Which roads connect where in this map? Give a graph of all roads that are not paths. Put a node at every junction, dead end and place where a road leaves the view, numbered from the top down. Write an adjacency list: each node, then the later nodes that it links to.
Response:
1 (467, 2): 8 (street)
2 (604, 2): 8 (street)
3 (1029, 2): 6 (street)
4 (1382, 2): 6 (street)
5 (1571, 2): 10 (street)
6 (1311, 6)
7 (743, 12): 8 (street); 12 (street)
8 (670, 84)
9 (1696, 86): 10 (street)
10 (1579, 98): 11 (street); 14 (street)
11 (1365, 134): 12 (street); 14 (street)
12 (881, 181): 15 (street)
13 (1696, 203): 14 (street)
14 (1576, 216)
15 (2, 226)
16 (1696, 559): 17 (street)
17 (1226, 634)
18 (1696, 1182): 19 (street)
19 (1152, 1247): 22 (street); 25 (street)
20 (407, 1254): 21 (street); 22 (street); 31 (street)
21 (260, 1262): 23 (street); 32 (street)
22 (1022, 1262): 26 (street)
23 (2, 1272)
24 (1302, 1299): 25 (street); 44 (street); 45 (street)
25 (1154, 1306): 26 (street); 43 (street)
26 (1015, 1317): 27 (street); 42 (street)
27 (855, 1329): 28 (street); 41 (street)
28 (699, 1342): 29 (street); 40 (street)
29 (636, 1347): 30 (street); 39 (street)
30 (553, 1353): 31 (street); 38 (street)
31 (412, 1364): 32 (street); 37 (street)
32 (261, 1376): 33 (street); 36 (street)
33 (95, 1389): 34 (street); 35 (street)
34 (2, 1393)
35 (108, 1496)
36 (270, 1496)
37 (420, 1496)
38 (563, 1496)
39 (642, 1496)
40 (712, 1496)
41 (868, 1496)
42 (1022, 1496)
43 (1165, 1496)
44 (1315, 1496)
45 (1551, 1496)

§ WHAT YOU NEED TO DO
Give the entries once more, exactly as they appear.

§ OUTPUT FOR THIS TASK
Which roads connect where in this map? Give a graph of all roads that are not paths. Put a node at every junction, dead end and place where a road leaves the view, numbered from the top down. Write an adjacency list: each node, then the later nodes that it links to.
Response:
1 (467, 2): 8 (street)
2 (604, 2): 8 (street)
3 (1029, 2): 6 (street)
4 (1382, 2): 6 (street)
5 (1571, 2): 10 (street)
6 (1311, 6)
7 (743, 12): 8 (street); 12 (street)
8 (670, 84)
9 (1696, 86): 10 (street)
10 (1579, 98): 11 (street); 14 (street)
11 (1365, 134): 12 (street); 14 (street)
12 (881, 181): 15 (street)
13 (1696, 203): 14 (street)
14 (1576, 216)
15 (2, 226)
16 (1696, 559): 17 (street)
17 (1226, 634)
18 (1696, 1182): 19 (street)
19 (1152, 1247): 22 (street); 25 (street)
20 (407, 1254): 21 (street); 22 (street); 31 (street)
21 (260, 1262): 23 (street); 32 (street)
22 (1022, 1262): 26 (street)
23 (2, 1272)
24 (1302, 1299): 25 (street); 44 (street); 45 (street)
25 (1154, 1306): 26 (street); 43 (street)
26 (1015, 1317): 27 (street); 42 (street)
27 (855, 1329): 28 (street); 41 (street)
28 (699, 1342): 29 (street); 40 (street)
29 (636, 1347): 30 (street); 39 (street)
30 (553, 1353): 31 (street); 38 (street)
31 (412, 1364): 32 (street); 37 (street)
32 (261, 1376): 33 (street); 36 (street)
33 (95, 1389): 34 (street); 35 (street)
34 (2, 1393)
35 (108, 1496)
36 (270, 1496)
37 (420, 1496)
38 (563, 1496)
39 (642, 1496)
40 (712, 1496)
41 (868, 1496)
42 (1022, 1496)
43 (1165, 1496)
44 (1315, 1496)
45 (1551, 1496)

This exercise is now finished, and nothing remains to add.